Before PELL, Circuit Judge, FAIRCHILD, Senior Circuit Judge, and GORDON, District Judge. **

PELL, Circuit Judge.

This is an appeal from the District Court's grant of summary judgment ordering the Internal Revenue Service to disclose eight redacted documents to the plaintiff under the Freedom of Information Act, 5 U.S.C. § 552 (1976) (FOIA). The question presented is whether the District Court erred in holding that the documents must be released to the plaintiff after the deletion of taxpayer-identifying material. The I.R.S. contends that the court erred in its interpretation of the term "return information," as defined in I.R.C. § 6103(b)(2), when it ordered that the documents were disclosable after the deletion of such material; and further contends that the provisions of section 6103 embody the exclusive standard for releasing return information, without regard to the provisions of the FOIA.

I.

This litigation arises from three FOIA requests the plaintiff made upon the I.R.S. in 1978 and 1979. Those requests sought data, memoranda, and background information relating to or commenting on certain revenue rulings and regulations which had been issued by the Service on various subjects, including classification of utility trucks; treatment of expenditures for repair, maintenance, rehabilitation or improvement of property; and changes in methods of depreciation.
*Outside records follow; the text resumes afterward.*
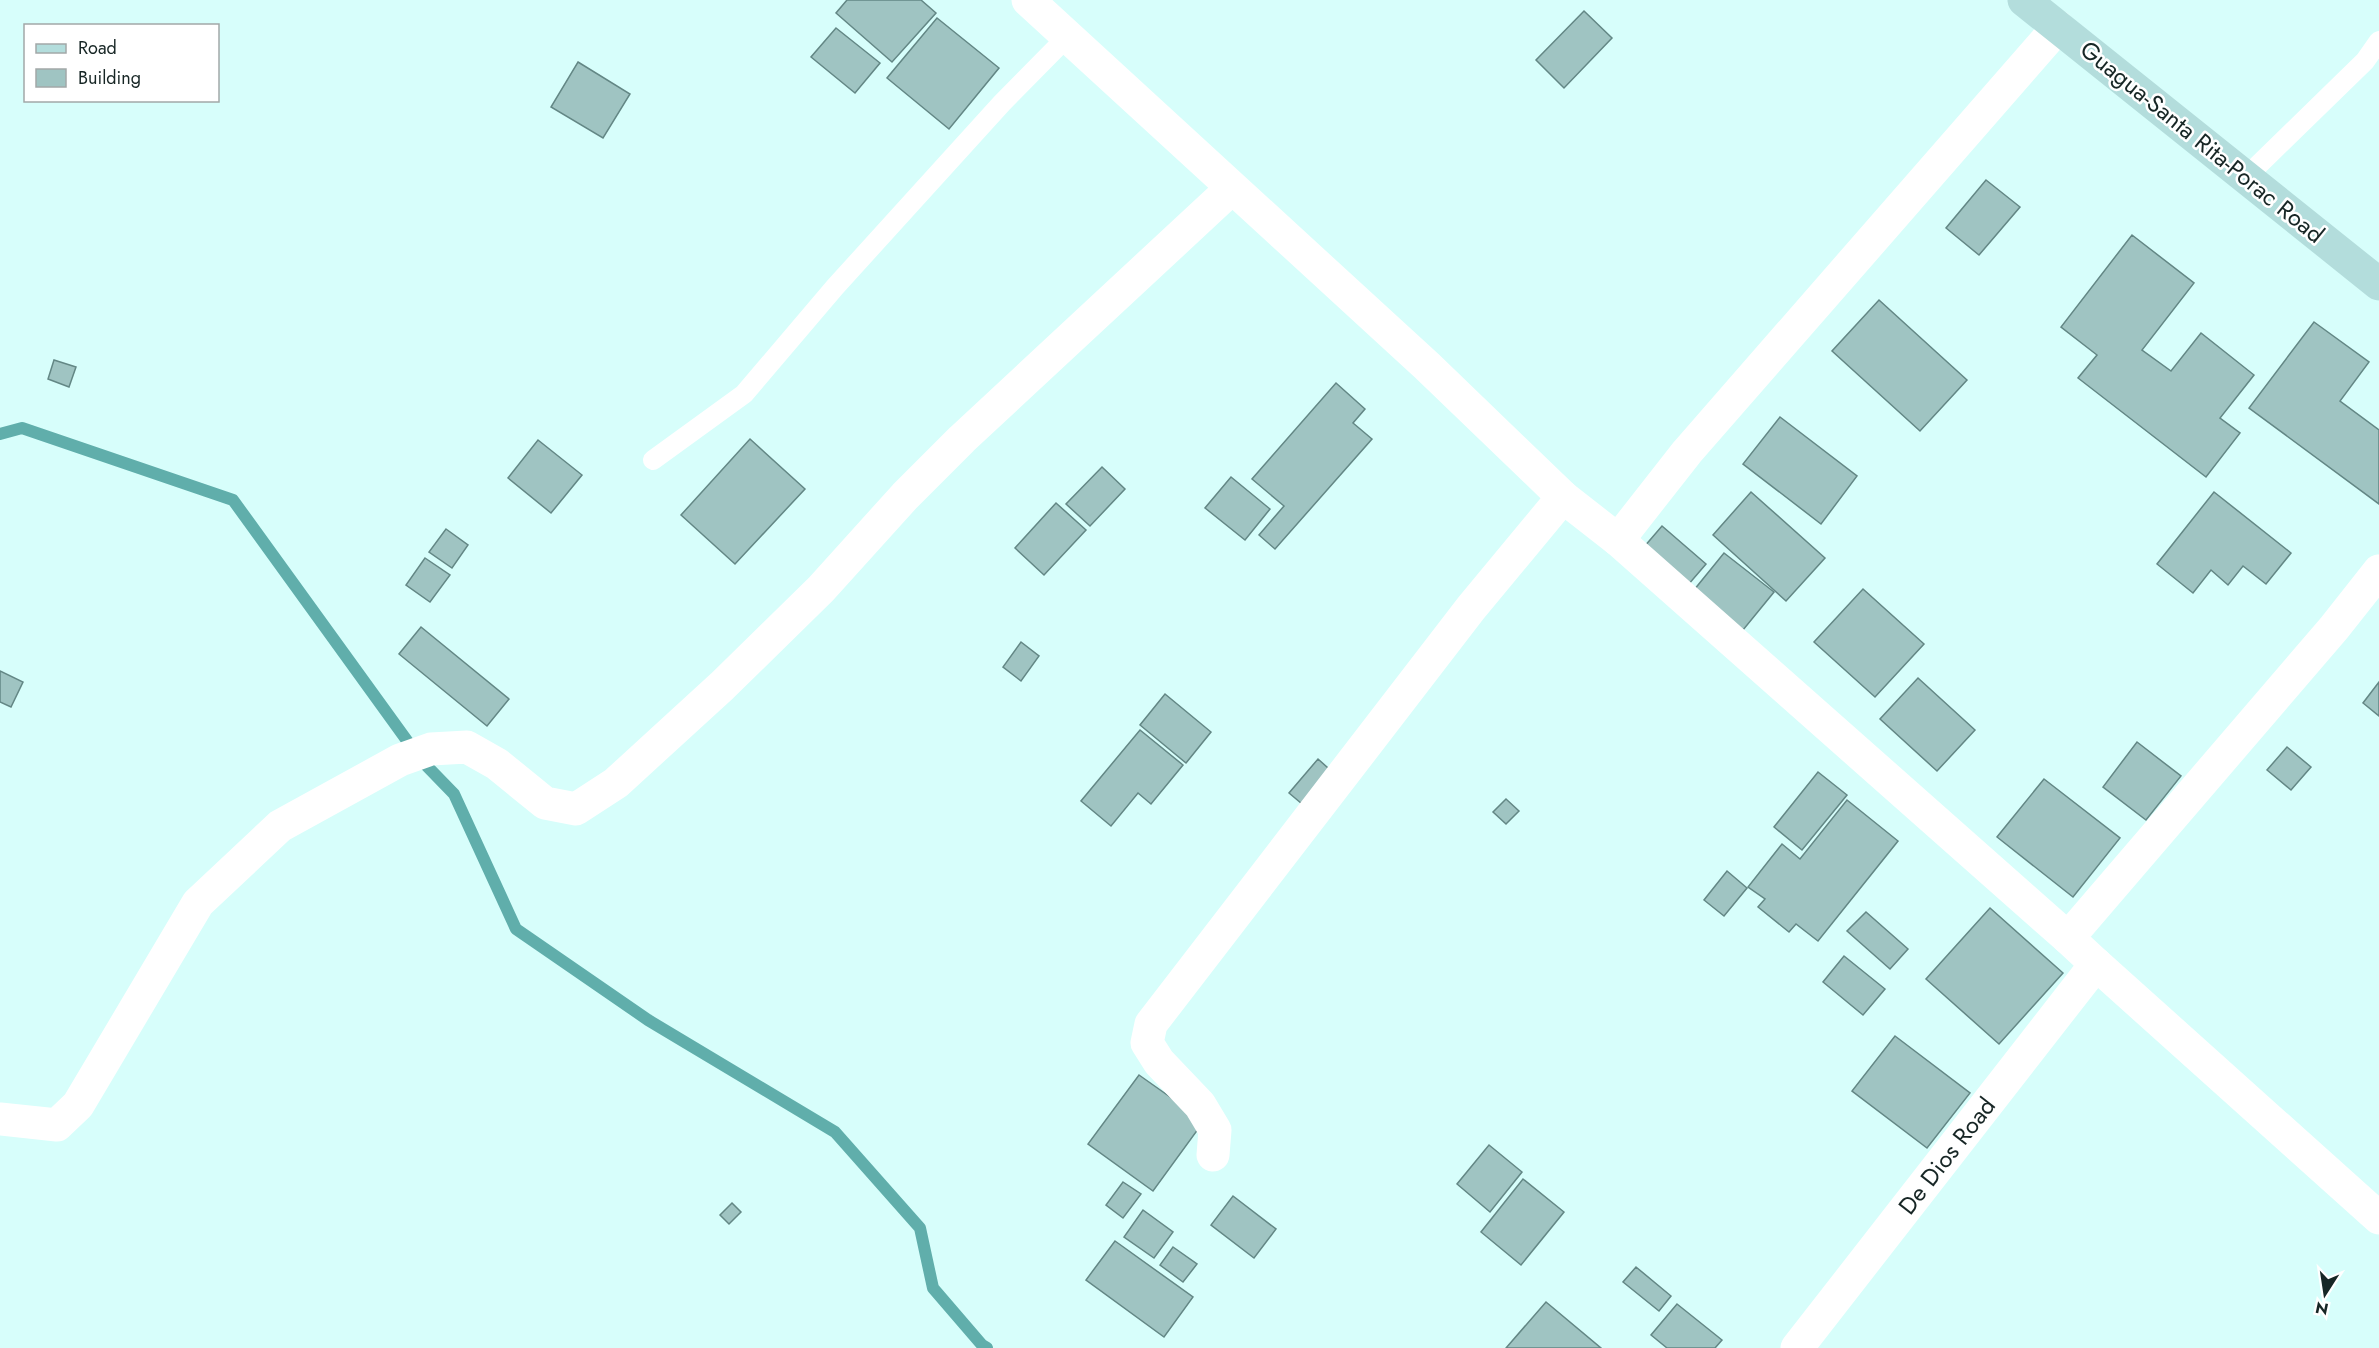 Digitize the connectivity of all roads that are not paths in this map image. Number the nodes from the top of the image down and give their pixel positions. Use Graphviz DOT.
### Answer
graph roads {
  1 [pos="1028,0"];
  2 [pos="2025,0"];
  3 [pos="2058,27"];
  4 [pos="1068,36"];
  5 [pos="2379,41"];
  6 [pos="2245,178"];
  7 [pos="1232,188"];
  8 [pos="2379,284"];
  9 [pos="653,460"];
  10 [pos="1563,497"];
  11 [pos="1618,540"];
  12 [pos="2379,571"];
  13 [pos="2068,938"];
  14 [pos="2096,964"];
  15 [pos="0,1119"];
  16 [pos="1213,1155"];
  17 [pos="2379,1218"];
  18 [pos="1797,1348"];
  1 -- 4 [label="street"];
  2 -- 3 [label="main road, Guagua-Santa Rita-Porac Road"];
  3 -- 6 [label="main road, Guagua-Santa Rita-Porac Road"];
  3 -- 11 [label="street"];
  4 -- 7 [label="street"];
  4 -- 9 [label="lane"];
  5 -- 6 [label="lane"];
  6 -- 8 [label="main road, Guagua-Santa Rita-Porac Road"];
  7 -- 10 [label="street"];
  7 -- 15 [label="street"];
  10 -- 11 [label="street"];
  10 -- 16 [label="street"];
  11 -- 13 [label="street"];
  12 -- 13 [label="street"];
  13 -- 14 [label="street"];
  14 -- 17 [label="street"];
  14 -- 18 [label="street, De Dios Road"];
} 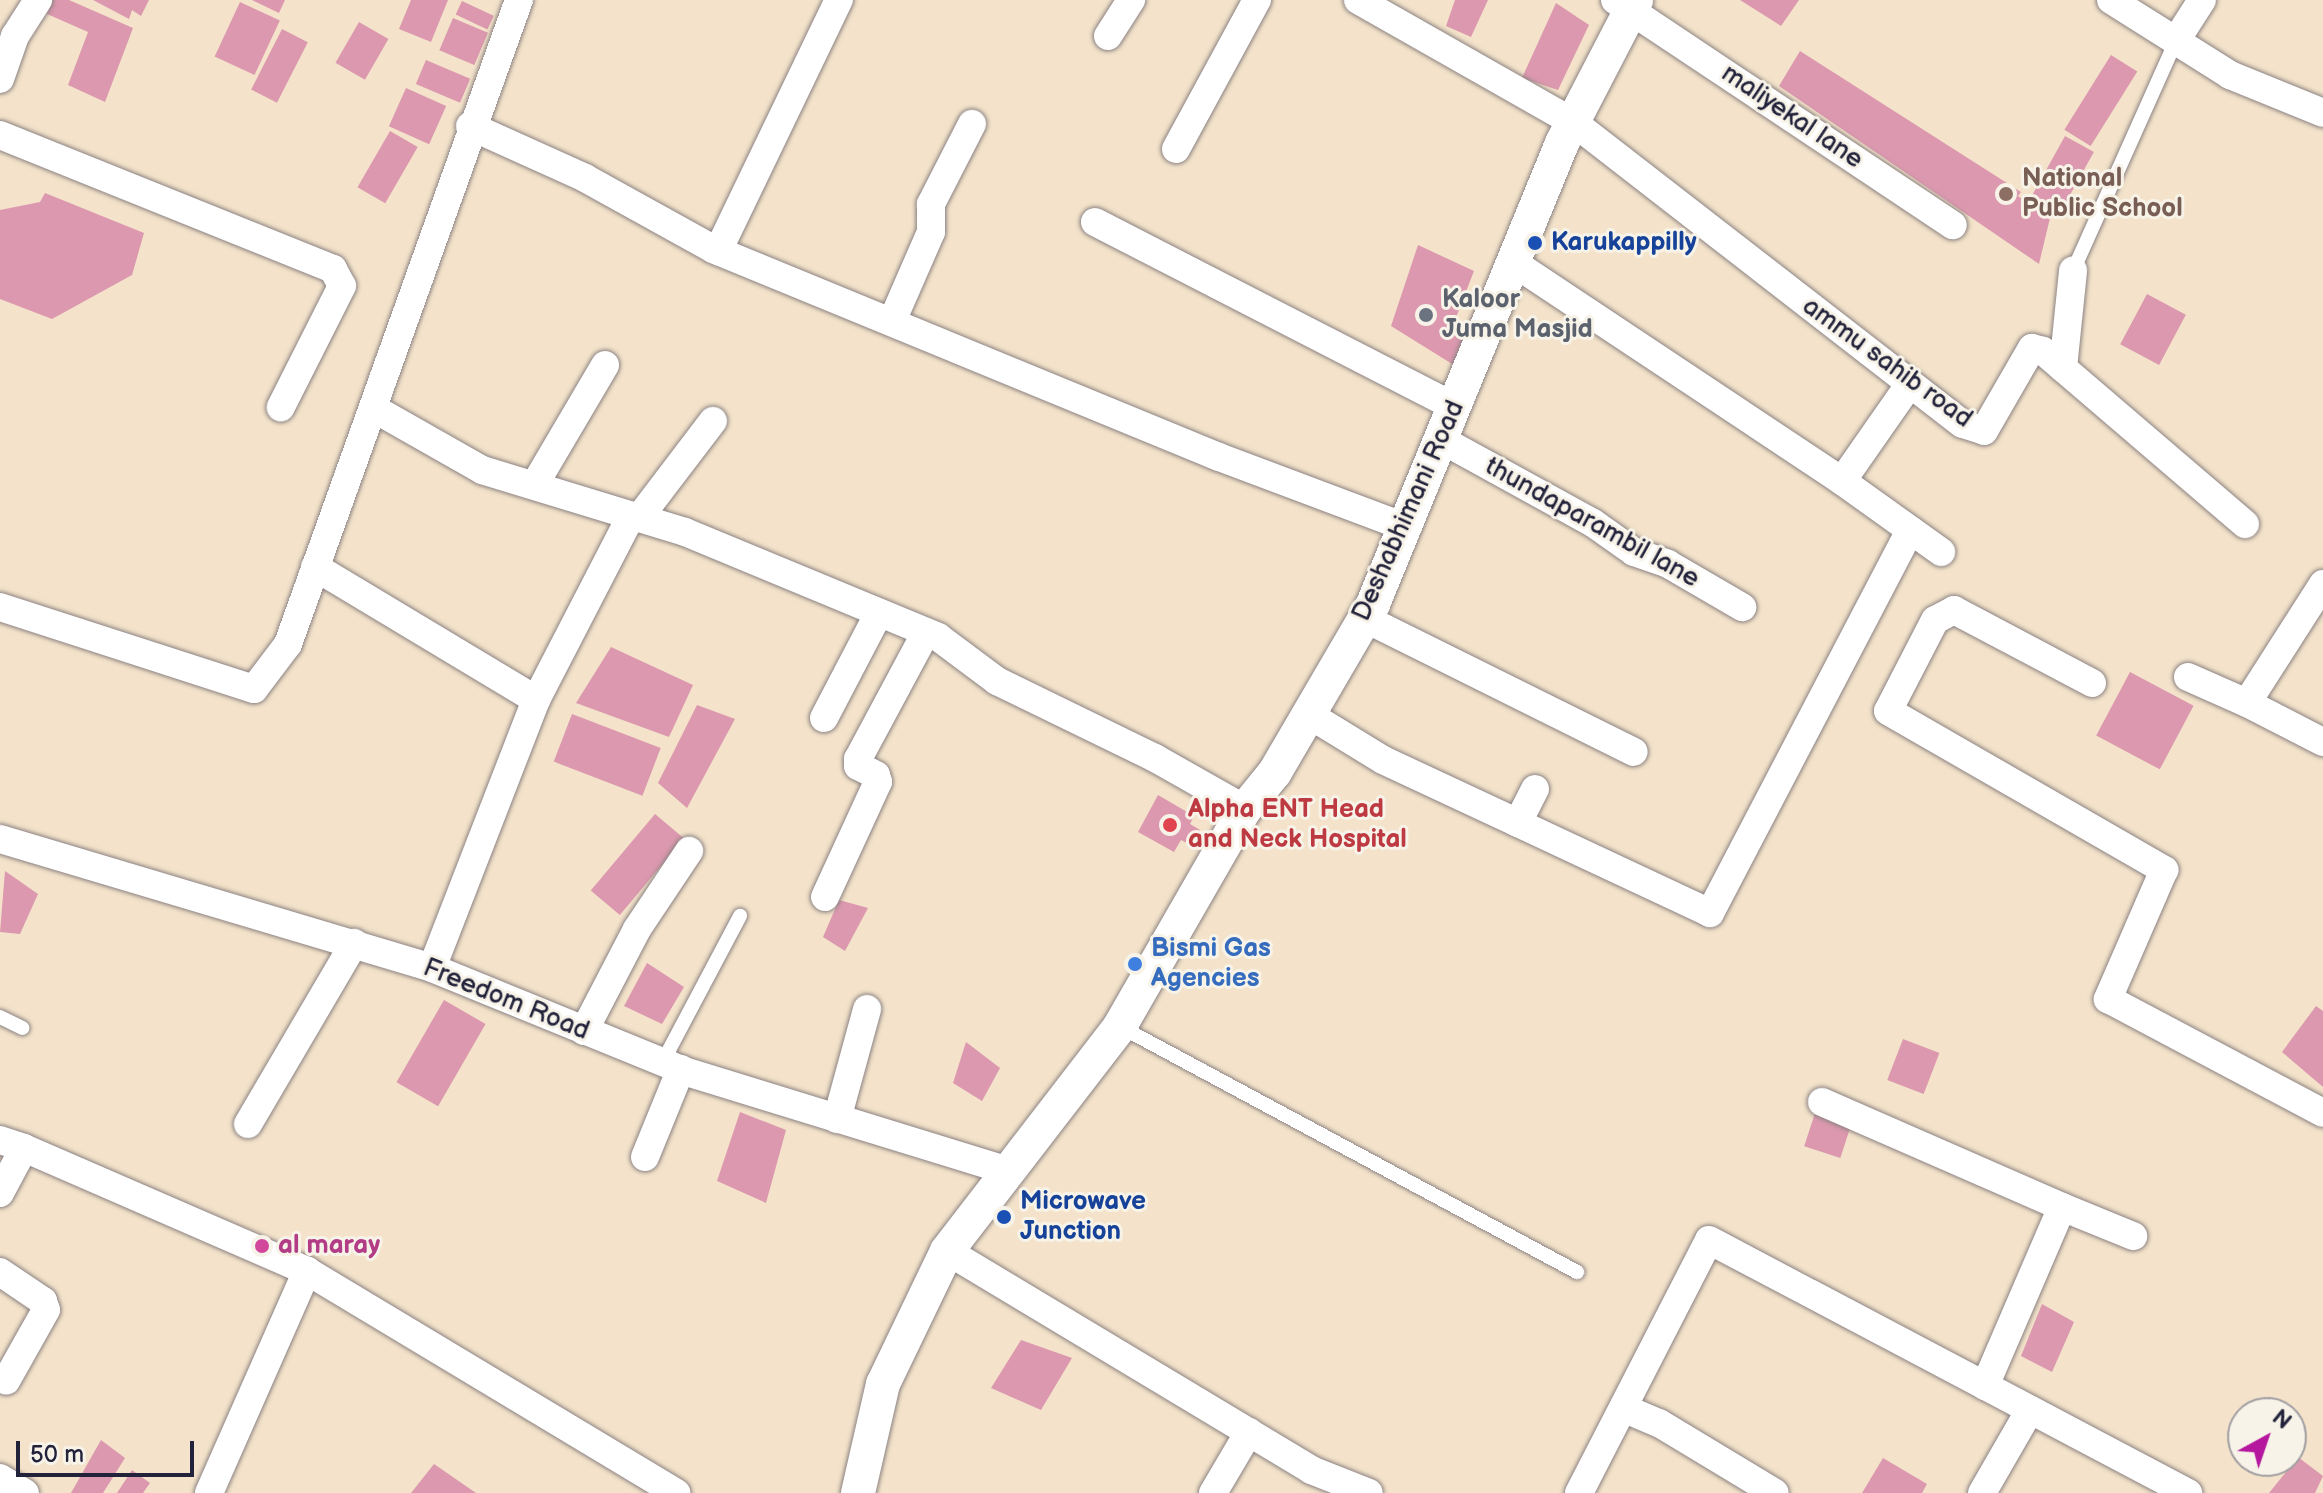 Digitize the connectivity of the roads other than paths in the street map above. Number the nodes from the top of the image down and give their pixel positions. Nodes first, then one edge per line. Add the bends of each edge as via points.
1 (38, 0) edge
2 (519, 0) edge
3 (839, 0) edge
4 (1131, 0) edge
5 (1257, 0) edge
6 (1358, 0) edge
7 (2111, 0) edge
8 (2202, 0) edge
9 (1628, 3) edge
10 (1108, 36) dead end
11 (2177, 39) junction
12 (0, 79) edge
13 (2323, 113) edge
14 (1573, 122) junction
15 (972, 124) dead end
16 (470, 126) junction
17 (0, 135) edge
18 (1176, 149) dead end
19 (1095, 222) dead end
20 (1953, 225) dead end
21 (718, 251) junction
22 (1514, 263) junction
23 (2073, 271) joint
24 (893, 319) junction
25 (605, 365) dead end
26 (2063, 368) junction
27 (1909, 385) junction
28 (281, 407) dead end
29 (1455, 407) junction
30 (373, 408) junction
31 (713, 421) dead end
32 (1442, 440) junction
33 (1842, 481) junction
34 (535, 484) junction
35 (635, 517) junction
36 (2245, 524) dead end
37 (1405, 527) junction
38 (1910, 530) junction
39 (1941, 552) dead end
40 (315, 567) junction
41 (2323, 584) edge
42 (0, 607) edge
43 (1742, 607) dead end
44 (879, 613) junction
45 (1364, 618) junction
46 (926, 632) junction
47 (2188, 677) dead end
48 (2092, 683) dead end
49 (536, 700) junction
50 (2247, 703) junction
51 (1308, 714) junction
52 (824, 718) dead end
53 (2323, 742) edge
54 (1634, 752) dead end
55 (1535, 789) dead end
56 (1245, 809) junction
57 (1518, 823) junction
58 (0, 839) edge
59 (689, 851) dead end
60 (825, 897) dead end
61 (740, 916) dead end
62 (354, 943) junction
63 (432, 968) junction
64 (867, 1009) dead end
65 (0, 1017) edge
66 (1120, 1026) junction
67 (23, 1028) dead end
68 (584, 1031) junction
69 (675, 1067) junction
70 (1822, 1102) dead end
71 (2323, 1113) edge
72 (837, 1119) junction
73 (248, 1124) dead end
74 (12, 1144) edge
75 (645, 1157) dead end
76 (1008, 1171) junction
77 (0, 1193) edge
78 (2062, 1207) junction
79 (2133, 1236) dead end
80 (947, 1251) junction
81 (307, 1271) junction
82 (0, 1272) edge
83 (1577, 1272) dead end
84 (6, 1381) dead end
85 (1985, 1386) junction
86 (1623, 1408) junction
87 (2030, 1410) junction
88 (1249, 1432) junction
89 (0, 1478) edge
90 (25, 1493) edge
91 (209, 1493) edge
92 (676, 1493) edge
93 (858, 1493) edge
94 (1213, 1493) edge
95 (1369, 1493) edge
96 (1579, 1493) edge
97 (1775, 1493) edge
98 (1982, 1493) edge
99 (2188, 1493) edge

1 - 12 street via 15,36
2 - 16 street
3 - 21 street
4 - 10 street
5 - 18 street
6 - 14 street, ammu sahib road
7 - 11 street
8 - 11 street
9 - 14 street, Deshabhimani Road
9 - 20 street, maliyekal lane
11 - 13 street via 2230,75
11 - 23 lane
14 - 22 street, Deshabhimani Road
14 - 27 street, ammu sahib road
15 - 24 street via 931,204 931,232
16 - 21 street via 585,178
16 - 30 street
17 - 28 street via 333,269 342,286
19 - 29 street
21 - 24 street
22 - 29 street, Deshabhimani Road
22 - 33 street
23 - 26 street
24 - 37 street via 1204,451
25 - 34 street
26 - 27 street, ammu sahib road via 2032,348 1984,431 1963,424
26 - 36 street, ammu sahib road
27 - 33 street
29 - 32 street, Deshabhimani Road
30 - 34 street via 482,470
30 - 40 street
31 - 35 street
32 - 37 street, Deshabhimani Road
32 - 43 street, thundaparambil lane via 1593,523 1634,552 1668,564
33 - 38 street
34 - 35 street
35 - 44 street
35 - 49 street
37 - 45 street, Deshabhimani Road
38 - 39 street
38 - 57 street via 1710,913
40 - 42 street via 288,644 254,689
40 - 49 street
41 - 50 street
44 - 46 street
44 - 52 street
45 - 51 street, Deshabhimani Road
45 - 54 street
46 - 56 street via 997,681 1155,758
46 - 60 street via 858,759 858,766 876,775 878,782
47 - 50 street
48 - 71 street via 1954,610 1935,620 1888,711 2164,870 2108,999
49 - 63 street
50 - 53 street
51 - 56 street, Deshabhimani Road
51 - 57 street via 1383,760
55 - 57 street
56 - 66 street, Deshabhimani Road
58 - 62 street, Freedom Road
59 - 68 street via 637,929
61 - 69 lane via 669,1050
62 - 63 street, Freedom Road
62 - 73 street
63 - 68 street, Freedom Road
64 - 72 street
65 - 67 lane
66 - 76 street, Deshabhimani Road
66 - 83 lane
68 - 69 street, Freedom Road
69 - 72 street, Freedom Road
69 - 75 street
70 - 78 street
72 - 76 street, Freedom Road
74 - 77 street
74 - 81 street
76 - 80 street, Deshabhimani Road
78 - 79 street
78 - 85 street
80 - 88 street
80 - 93 street, Deshabhimani Road via 883,1384
81 - 91 street
81 - 92 street
82 - 84 street via 43,1301 46,1310
85 - 86 street via 1709,1240
85 - 87 street
86 - 96 street
86 - 97 street via 1659,1423
87 - 98 street
87 - 99 street
88 - 94 street
88 - 95 street via 1311,1470
89 - 90 street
The I.R.S. eventually released some, but not all, of the requested documents. The plaintiff thereafter filed suit seeking access to the remaining 102 documents.

The parties filed cross-motions for summary judgment. The I.R.S. claimed that most of the documents sought were exempt under FOIA § 552(b)(5), and that the eight documents at issue here were exempt under I.R.C. § 6103, or alternatively, FOIA § 552(b)(3). The District Court found sixty-eight of the documents exempt in their entirety under FOIA section (b)(5), but ordered that thirty-four of the documents, including the eight now at issue, be released either in whole or in part. The I.R.S. appealed only from that portion of the order relating to the eight documents for which exemption was claimed under I.R.C. § 6103, and has released all the others to the plaintiff. 1 The eight documents at issue in this appeal consist of:

(a) two taxpayer protests of I.R.S. agents' audit reports;

(b) a transmittal letter and a portion of an audit;

(c) a form setting forth adjustments to a taxpayer's return and the reasons therefor;

(d) a form stating a specific taxpayer's liability by period, the amount of adjustments and the reasons therefor;

(e) two I.R.S. intra-office memoranda requesting information on a specific taxpayer; and

(f) a letter from the I.R.S. to a taxpayer asking the taxpayer to alter its method of accounting.

II.

We turn first to the determination of the proper definition of the term "return information," as used in I.R.C. § 6103(b)(2), and then to consideration of the extent to which the documents at issue here fall within that definition.

A. Return Information

Section 6103(b)(2) of the Internal Revenue Code provides:

(2) Return information.-The term "return information" means-

(A) a taxpayer's identity, the nature, source, or amount of his income, payments, receipts, deductions, exemptions, credits, assets, liabilities, net worth, tax liability, tax withheld, deficiencies, overassessments, or tax payments, whether the taxpayer's return was, is being, or will be examined or subject to other investigation or processing, or any other data, received by, recorded by, prepared by, furnished to, or collected by the Secretary with respect to a return or with respect to the determination of the existence, or possible existence, of liability (or the amount thereof) of any person under this title for any tax, penalty, interest, fine, forfeiture, or other imposition, or offense, and

(B) any part of any written determination or any background file document relating to such written determination (as such terms are defined in section 6110(b)) which is not open to public inspection under section 6110,

but such term does not include data in a form which cannot be associated with, or otherwise identify, directly or indirectly, a particular taxpayer.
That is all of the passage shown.